I started out homeschooling because I felt led my God in that direction. I also thought my son would be bored to death in kindergarten since he was already reading and would likely become a behavior problem. However, 18 months into this, I am homeschooling for many more reasons than that! At this point, I just completely disagree with how PS teaches kids. I see how long it has taken to me overcome my "training" at PS. I really thought that everyone could believe as they wanted and there was no Truth. I was a ultimate feminist who thought that I would never have an abortion, but it is everyone's choice. I was a real environmentalist who thought that having kids was mostly irresponsible and bad for Planet Earth. And I came from a great Catholic family... I just want more for my kids. I want them to make connections between subjects and not just move from class to class at the bell not thinking about the previous class until you are there again tomorrow. I want them to enjoying learning and not worry if they are too smart to be cool. I love that they don't pick up horrible behaviors from their peers.
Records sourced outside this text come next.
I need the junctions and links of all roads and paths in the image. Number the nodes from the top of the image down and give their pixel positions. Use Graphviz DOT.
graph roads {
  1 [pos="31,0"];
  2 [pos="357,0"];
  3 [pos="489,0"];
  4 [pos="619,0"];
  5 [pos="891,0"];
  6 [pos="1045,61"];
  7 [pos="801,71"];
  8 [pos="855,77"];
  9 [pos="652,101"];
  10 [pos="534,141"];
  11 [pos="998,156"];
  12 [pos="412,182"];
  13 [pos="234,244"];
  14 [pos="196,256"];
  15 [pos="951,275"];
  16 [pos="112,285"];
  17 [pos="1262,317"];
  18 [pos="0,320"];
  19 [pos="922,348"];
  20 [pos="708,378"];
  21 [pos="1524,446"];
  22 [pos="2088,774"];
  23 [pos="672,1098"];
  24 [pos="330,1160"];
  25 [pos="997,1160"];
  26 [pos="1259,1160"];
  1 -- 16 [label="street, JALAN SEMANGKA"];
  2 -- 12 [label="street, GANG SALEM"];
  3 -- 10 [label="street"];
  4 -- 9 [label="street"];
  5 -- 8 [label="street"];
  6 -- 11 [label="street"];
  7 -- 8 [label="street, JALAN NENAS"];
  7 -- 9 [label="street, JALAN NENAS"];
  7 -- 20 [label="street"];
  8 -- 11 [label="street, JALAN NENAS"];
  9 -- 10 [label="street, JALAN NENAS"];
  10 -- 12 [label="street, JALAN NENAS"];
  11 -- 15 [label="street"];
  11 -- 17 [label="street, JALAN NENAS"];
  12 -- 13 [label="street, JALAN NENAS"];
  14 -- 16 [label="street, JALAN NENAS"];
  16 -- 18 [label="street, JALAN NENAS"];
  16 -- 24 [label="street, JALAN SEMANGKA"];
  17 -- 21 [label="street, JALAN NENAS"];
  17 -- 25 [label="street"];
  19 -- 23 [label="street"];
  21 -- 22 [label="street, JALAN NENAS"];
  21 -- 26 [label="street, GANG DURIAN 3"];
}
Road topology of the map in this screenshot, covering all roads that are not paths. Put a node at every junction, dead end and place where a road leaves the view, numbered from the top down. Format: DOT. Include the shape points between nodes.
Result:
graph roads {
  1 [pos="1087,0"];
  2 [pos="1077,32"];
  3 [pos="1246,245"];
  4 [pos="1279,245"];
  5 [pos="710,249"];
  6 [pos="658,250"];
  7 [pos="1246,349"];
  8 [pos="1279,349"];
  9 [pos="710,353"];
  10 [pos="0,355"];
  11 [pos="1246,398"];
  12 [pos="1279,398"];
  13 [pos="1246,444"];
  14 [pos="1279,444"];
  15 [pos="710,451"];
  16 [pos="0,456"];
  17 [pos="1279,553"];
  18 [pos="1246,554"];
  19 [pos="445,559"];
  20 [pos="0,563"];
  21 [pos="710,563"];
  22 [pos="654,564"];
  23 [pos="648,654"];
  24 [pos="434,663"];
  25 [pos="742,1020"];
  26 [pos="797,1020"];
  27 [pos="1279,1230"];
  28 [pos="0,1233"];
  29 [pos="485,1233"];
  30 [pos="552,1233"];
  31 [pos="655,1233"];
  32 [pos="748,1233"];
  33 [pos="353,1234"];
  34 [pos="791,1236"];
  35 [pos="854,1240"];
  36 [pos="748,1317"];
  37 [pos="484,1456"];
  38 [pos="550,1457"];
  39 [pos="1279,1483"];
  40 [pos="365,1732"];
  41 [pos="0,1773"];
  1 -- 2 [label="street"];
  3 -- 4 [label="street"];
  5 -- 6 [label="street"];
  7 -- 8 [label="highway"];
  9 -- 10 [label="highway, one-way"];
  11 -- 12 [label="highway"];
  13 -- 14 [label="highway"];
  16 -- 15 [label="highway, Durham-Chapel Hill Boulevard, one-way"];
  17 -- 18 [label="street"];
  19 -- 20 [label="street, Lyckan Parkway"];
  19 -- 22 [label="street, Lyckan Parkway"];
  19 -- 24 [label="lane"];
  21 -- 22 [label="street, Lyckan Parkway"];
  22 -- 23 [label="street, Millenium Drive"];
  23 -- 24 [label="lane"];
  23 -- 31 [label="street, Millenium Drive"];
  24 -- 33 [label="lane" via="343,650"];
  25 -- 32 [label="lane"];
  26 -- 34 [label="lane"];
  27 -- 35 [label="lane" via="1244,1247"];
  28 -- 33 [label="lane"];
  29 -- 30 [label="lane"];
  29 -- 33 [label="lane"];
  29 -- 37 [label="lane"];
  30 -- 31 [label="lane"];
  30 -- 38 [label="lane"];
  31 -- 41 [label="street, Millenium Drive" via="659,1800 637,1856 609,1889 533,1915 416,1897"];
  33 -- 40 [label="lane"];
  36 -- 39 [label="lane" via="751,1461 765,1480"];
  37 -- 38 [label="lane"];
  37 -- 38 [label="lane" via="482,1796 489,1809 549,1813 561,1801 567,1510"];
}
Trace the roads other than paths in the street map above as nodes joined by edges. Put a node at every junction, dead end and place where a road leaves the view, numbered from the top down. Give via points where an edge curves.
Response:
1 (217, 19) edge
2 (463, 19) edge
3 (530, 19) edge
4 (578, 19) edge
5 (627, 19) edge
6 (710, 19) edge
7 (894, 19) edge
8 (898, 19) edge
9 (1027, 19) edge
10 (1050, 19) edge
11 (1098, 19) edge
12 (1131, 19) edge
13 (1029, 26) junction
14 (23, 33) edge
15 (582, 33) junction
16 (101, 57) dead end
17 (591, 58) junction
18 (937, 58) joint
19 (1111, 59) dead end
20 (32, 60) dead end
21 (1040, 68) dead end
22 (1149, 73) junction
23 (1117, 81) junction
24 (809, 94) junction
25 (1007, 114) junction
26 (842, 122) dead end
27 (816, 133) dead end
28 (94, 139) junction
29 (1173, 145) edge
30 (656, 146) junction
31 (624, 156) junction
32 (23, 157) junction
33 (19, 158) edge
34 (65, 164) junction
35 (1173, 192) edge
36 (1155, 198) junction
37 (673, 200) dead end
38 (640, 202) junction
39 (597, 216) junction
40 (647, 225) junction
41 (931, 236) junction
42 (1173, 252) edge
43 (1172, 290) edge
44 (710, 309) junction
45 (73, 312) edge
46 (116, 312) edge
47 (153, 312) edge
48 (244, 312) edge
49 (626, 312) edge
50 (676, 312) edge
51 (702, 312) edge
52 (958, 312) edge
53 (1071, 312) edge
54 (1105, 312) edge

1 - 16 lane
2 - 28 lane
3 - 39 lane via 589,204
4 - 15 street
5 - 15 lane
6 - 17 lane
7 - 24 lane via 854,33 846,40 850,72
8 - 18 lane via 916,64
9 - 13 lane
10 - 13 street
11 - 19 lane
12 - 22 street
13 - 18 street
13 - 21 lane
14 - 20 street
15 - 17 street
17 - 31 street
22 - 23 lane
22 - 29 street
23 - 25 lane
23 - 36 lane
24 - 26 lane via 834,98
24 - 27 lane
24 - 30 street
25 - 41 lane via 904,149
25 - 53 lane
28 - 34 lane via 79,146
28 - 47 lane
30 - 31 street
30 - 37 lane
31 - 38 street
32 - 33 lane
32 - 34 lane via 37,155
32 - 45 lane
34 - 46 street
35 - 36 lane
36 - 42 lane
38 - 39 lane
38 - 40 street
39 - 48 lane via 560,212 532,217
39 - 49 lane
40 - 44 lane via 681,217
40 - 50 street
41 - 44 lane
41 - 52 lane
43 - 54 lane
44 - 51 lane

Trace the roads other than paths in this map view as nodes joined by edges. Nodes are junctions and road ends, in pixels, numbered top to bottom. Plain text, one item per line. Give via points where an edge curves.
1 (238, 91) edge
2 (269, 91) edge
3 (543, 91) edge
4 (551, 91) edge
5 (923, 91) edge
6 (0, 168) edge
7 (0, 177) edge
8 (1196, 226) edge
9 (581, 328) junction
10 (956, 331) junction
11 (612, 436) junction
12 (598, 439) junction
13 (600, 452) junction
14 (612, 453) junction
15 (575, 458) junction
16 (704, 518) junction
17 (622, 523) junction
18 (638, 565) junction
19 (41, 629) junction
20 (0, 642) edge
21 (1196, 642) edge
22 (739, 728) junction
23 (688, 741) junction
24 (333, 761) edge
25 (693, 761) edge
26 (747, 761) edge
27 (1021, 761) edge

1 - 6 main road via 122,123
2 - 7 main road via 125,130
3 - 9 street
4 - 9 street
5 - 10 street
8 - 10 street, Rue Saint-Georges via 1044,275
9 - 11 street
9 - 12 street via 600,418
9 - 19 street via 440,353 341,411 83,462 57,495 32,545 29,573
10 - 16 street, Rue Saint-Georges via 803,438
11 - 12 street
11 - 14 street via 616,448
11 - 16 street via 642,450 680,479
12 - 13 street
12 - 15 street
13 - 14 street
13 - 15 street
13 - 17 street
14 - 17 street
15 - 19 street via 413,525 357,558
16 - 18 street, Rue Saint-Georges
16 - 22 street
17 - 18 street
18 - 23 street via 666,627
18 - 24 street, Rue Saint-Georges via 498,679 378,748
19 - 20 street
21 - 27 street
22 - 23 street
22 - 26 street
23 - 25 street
I am glad they get to be around kids and adults of all ages. I am glad that we have plenty of time to read aloud and pray as a family. I love taking field trips. I love traveling in the off-season. I love that my younger kids pick up so much from what I am teaching the older kids! The list really is endless.

 

I don't think you have to limit your decision to just moving and PS OR stay and homeschool though. If you love the house, you can still move and homeschool!